布巾上的果子已經全進了雲婳的腹中,此刻她正靠在大樹的陰翳下趁著涼, 如此比對之下,雲婳倒覺得自己像個吃閑飯的。

——那就吃閑飯吧,反正看殘廢的臉色,似乎也並沒有找到蛛絲草。

水猶寒在樹旁坐下來,依舊是沈默,獨自思索著什麽。

殘廢離她那麽遠幹嘛?雲婳瞧她坐的那位置,與自己整整偏離的大半棵樹。不過……殘廢好像心情不太好,臉色又冷又黑的。

“餵,那個。”雲婳坐過去,往她身邊靠了靠, “沒找到蛛絲草?”

水猶寒搖了搖頭。

半晌,又側身問起來:“你見到蛛絲草的時候, 旁邊有毒蟲麽?”

殘廢可算是說了句完整話了, 雲婳想了想, 努力回憶:“好像…沒有。但當時附近不遠的地方有個蛇窩,現在也不見了……”

“嗯。”

又變成了半個啞巴……

雲婳心裏正想著這人究竟會在什麽時候多說幾句話, 水猶寒就站了起來, 應當是短暫的休憩完了,又或是,回來本就是為了告別。

“你先回去吧。

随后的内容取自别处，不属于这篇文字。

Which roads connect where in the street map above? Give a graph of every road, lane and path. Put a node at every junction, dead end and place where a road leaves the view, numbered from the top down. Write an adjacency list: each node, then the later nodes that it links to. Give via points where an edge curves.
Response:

”水猶寒撿起身旁的樹枝,起身便走。

雲婳楞了楞, 趕忙跟上,滿心疑惑不明所以:“餵,你幹嘛?”

想了想又道:“小錦可是專程傳信給我,讓我幫她找蛛絲草的。”這個理由似乎正當又充分,“姐姐我受人之托,事情還沒辦妥,我怎麽可能說回去就回去?”

雲婳一邊走,一邊嘰裏呱啦說個不停,水猶寒似乎有些難耐這樣的聒噪,微微蹙眉,腳下步子快了些。

至於旁邊那個人,一直不被搭理……在這大熱天雖然身邊多了只冰塊,可卻絲毫沒有起到解暑的功效,反而更滋生了肺腑間不少內火。

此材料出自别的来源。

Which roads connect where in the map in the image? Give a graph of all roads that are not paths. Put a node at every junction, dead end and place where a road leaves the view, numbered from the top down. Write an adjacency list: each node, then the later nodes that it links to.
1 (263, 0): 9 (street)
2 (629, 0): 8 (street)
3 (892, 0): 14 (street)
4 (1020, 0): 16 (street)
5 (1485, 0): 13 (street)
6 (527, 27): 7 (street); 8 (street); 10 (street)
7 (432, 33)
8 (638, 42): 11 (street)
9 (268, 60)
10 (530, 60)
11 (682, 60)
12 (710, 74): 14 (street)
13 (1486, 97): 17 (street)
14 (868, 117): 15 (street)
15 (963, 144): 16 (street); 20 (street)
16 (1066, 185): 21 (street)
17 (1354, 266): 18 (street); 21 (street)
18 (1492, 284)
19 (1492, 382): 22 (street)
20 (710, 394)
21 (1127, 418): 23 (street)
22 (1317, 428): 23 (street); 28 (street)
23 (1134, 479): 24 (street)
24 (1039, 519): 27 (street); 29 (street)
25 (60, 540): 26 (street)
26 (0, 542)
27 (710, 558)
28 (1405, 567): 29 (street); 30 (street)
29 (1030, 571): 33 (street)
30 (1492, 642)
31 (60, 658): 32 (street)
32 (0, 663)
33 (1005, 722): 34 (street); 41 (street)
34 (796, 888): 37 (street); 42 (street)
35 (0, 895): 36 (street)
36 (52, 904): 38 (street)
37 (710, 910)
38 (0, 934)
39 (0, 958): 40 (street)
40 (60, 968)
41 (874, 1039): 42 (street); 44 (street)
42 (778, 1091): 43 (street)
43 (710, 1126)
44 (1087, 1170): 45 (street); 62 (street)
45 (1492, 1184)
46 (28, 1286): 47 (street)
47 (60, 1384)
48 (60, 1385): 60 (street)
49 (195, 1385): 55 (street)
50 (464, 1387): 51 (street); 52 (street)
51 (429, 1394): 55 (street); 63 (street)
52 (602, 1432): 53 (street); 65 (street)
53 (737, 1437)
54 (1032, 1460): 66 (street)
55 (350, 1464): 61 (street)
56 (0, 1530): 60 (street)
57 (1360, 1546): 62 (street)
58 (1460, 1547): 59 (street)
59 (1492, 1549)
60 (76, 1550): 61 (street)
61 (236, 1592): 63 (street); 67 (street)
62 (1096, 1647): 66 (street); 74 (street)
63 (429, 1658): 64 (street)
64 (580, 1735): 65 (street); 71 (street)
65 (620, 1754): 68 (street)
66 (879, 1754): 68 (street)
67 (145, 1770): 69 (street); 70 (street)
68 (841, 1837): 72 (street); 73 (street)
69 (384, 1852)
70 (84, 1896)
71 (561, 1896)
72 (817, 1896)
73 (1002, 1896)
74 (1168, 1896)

臭啞巴,臭殘廢,你就可勁神氣吧!雲婳跺跺腳,憤憤跟上,開始暗自較勁。

一定要比這個殘廢先找到蛛絲草。

漸漸地走了一會兒,雲婳便發現了不尋常之處——

殘廢今天的目光都不四處逡巡掃視了,就徑直盯著前面的路,步子穩健毫不猶豫,仿佛是早就有了明確的方向。

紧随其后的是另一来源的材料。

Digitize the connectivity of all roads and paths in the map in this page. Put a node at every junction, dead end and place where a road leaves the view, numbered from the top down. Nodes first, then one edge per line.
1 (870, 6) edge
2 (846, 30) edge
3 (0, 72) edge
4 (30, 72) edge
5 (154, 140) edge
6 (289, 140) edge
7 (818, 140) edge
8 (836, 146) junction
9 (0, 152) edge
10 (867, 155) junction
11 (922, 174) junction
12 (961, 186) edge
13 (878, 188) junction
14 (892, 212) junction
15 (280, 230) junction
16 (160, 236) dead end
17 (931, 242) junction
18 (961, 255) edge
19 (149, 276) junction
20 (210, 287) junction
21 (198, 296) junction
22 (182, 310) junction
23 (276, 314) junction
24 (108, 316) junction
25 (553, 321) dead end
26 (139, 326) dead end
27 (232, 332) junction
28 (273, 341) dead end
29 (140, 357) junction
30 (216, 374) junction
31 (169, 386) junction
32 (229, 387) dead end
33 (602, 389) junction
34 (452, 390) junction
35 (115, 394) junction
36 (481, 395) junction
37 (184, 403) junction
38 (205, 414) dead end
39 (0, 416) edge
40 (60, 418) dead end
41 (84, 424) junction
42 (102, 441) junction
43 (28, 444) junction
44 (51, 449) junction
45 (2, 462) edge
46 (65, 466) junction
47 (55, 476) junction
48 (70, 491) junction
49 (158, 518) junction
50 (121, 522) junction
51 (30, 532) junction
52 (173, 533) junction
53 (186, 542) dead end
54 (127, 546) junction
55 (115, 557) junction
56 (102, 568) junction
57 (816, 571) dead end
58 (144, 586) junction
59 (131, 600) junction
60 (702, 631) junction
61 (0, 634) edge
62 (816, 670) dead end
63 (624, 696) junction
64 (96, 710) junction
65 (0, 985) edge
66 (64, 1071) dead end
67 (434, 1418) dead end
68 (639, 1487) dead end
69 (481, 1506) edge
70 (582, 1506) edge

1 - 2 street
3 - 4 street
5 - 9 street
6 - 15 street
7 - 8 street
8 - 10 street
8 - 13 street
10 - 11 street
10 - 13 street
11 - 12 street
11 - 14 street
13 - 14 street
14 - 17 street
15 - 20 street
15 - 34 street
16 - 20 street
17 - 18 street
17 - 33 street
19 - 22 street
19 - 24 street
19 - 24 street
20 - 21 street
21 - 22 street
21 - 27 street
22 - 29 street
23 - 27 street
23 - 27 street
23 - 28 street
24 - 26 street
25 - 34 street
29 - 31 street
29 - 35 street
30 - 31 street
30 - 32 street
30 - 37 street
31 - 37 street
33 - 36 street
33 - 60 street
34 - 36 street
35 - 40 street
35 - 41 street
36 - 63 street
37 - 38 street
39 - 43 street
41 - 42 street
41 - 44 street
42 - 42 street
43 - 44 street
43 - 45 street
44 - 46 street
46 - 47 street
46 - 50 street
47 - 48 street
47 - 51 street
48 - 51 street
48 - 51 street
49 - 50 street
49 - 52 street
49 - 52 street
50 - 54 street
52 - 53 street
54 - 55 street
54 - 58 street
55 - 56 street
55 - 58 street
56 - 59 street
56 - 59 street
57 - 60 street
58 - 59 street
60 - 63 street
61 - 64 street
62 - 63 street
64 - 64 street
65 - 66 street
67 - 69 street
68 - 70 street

原來是這樣。雲婳湊上去問道:“餵,你是不是知道蛛絲草在哪兒了?”

殘廢表面和個冰塊似的,沒想到心機還真深吶,找到了蛛絲草的下落就想把她甩掉,自個兒去拿了領功。

那自己就更不能走了,在雲婳下定決心之時,忽然聽見耳邊冷冷飄來一句:“你要跟便跟著吧。”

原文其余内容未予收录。